▶ [Activity]:
Which lines in the records below contain the word "PARK"? Return each of them.

Items listed in a dataset:
# # #
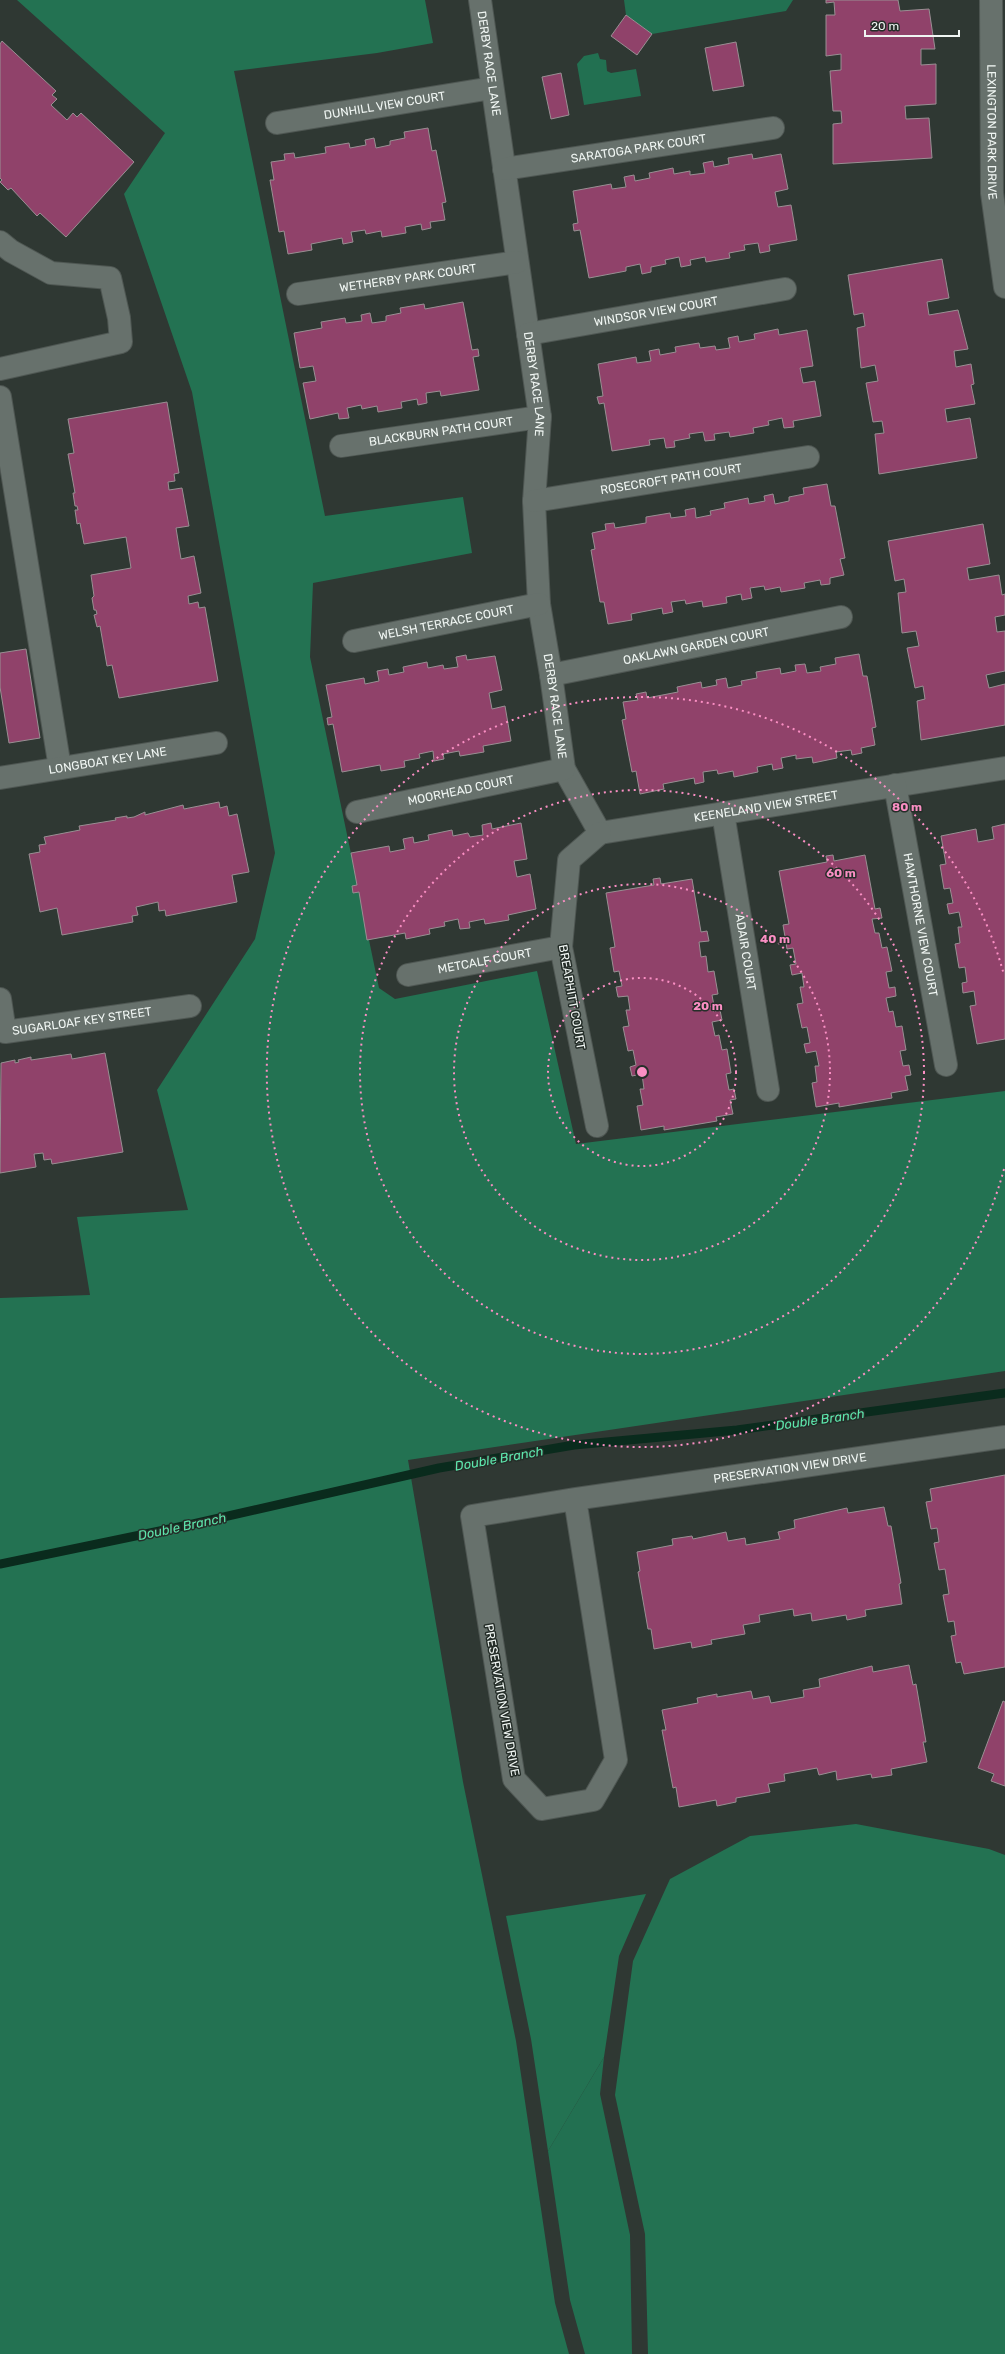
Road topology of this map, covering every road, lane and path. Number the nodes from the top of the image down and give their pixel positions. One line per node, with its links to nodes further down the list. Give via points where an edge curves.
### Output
1 (480, 0): 3 (street, DERBY RACE LANE)
2 (991, 0): 9 (street, LEXINGTON PARK DRIVE, via 992,193)
3 (492, 88): 4 (street, DUNHILL VIEW COURT); 6 (street, DERBY RACE LANE)
4 (277, 123)
5 (773, 128): 6 (street, SARATOGA PARK COURT)
6 (504, 169): 8 (street, DERBY RACE LANE)
7 (0, 242): 13 (street, via 51,273 110,278 119,318 121,342)
8 (517, 262): 11 (street, WETHERBY PARK COURT); 12 (street, DERBY RACE LANE)
9 (1005, 287)
10 (785, 289): 12 (street, WINDSOR VIEW COURT)
11 (298, 294)
12 (528, 334): 15 (street, DERBY RACE LANE)
13 (0, 369)
14 (0, 397): 24 (street)
15 (540, 417): 16 (street, BLACKBURN PATH COURT); 18 (street, DERBY RACE LANE)
16 (342, 446)
17 (808, 458): 18 (street, ROSECROFT PATH COURT)
18 (534, 501): 19 (street, DERBY RACE LANE)
19 (539, 604): 21 (street, WELSH TERRACE COURT); 22 (street, DERBY RACE LANE)
20 (840, 617): 22 (street, OAKLAWN GARDEN COURT)
21 (354, 641)
22 (551, 675): 26 (street, DERBY RACE LANE)
23 (216, 743): 24 (street, LONGBOAT KEY LANE)
24 (60, 768): 27 (street, LONGBOAT KEY LANE)
25 (1005, 768): 28 (street, KEENELAND VIEW STREET)
26 (564, 769): 29 (street, MOORHEAD COURT); 31 (street)
27 (0, 778)
28 (895, 785): 30 (street, KEENELAND VIEW STREET); 37 (street, HAWTHORNE VIEW COURT)
29 (358, 812)
30 (723, 813): 31 (street, KEENELAND VIEW STREET); 38 (street, ADAIR COURT)
31 (600, 833): 32 (street, BREAPHITT COURT, via 569,860)
32 (561, 947): 33 (street, METCALF COURT); 39 (street, BREAPHITT COURT)
33 (408, 975)
34 (0, 999): 36 (street, SUGARLOAF KEY STREET)
35 (190, 1006): 36 (street, SUGARLOAF KEY STREET)
36 (3, 1033)
37 (946, 1065)
38 (768, 1090)
39 (596, 1126)
40 (1005, 1437): 41 (street, PRESERVATION VIEW DRIVE)
41 (575, 1499): 41 (street, PRESERVATION VIEW DRIVE, via 616,1760 593,1800 542,1809 514,1779 472,1516)

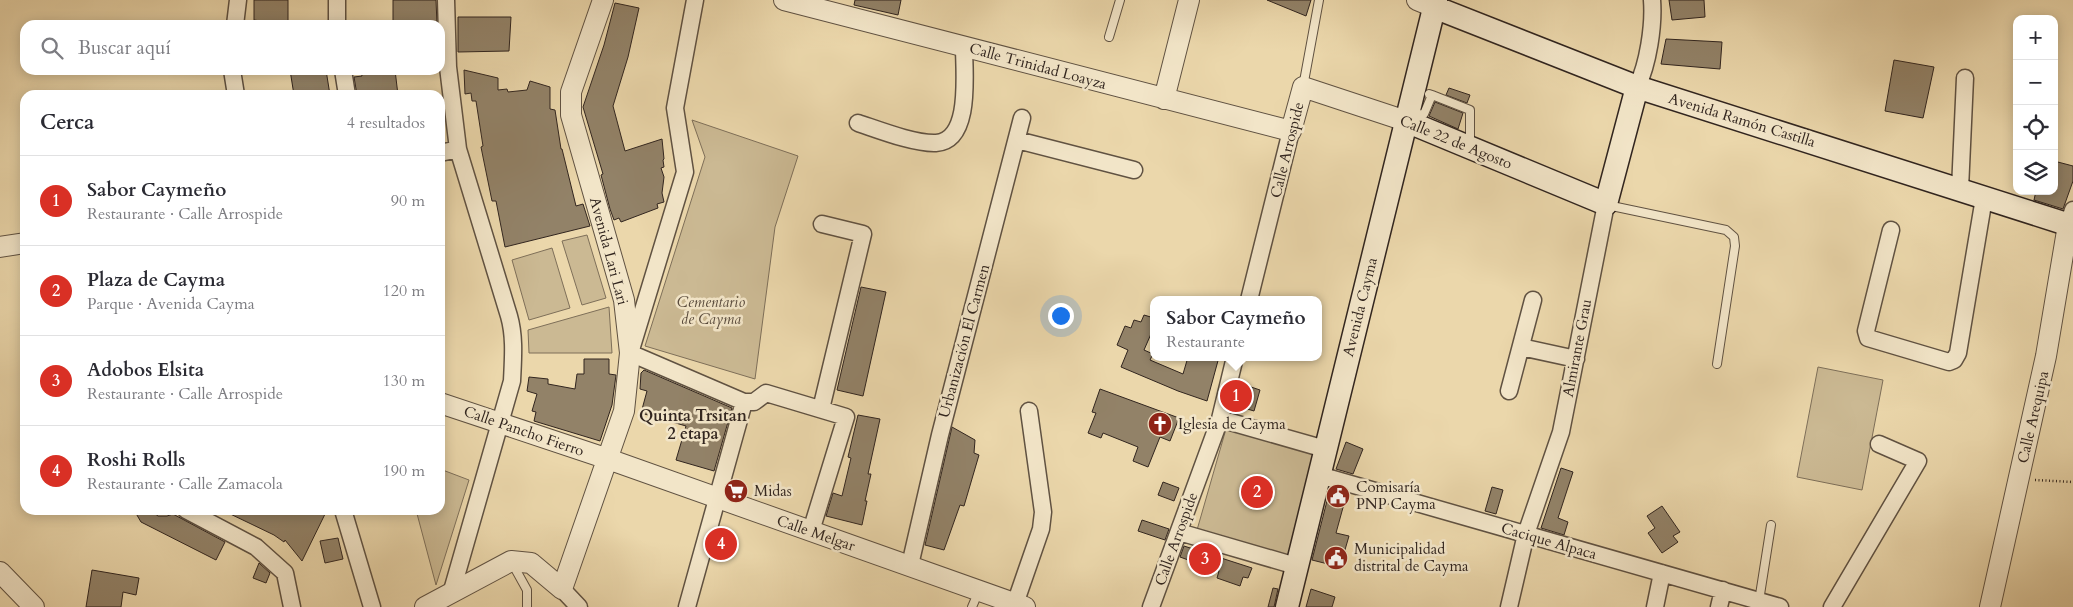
# # #
▶ [Answer to this problem]:
2 (991, 0): 9 (street, LEXINGTON PARK DRIVE, via 992,193)
5 (773, 128): 6 (street, SARATOGA PARK COURT)
8 (517, 262): 11 (street, WETHERBY PARK COURT); 12 (street, DERBY RACE LANE)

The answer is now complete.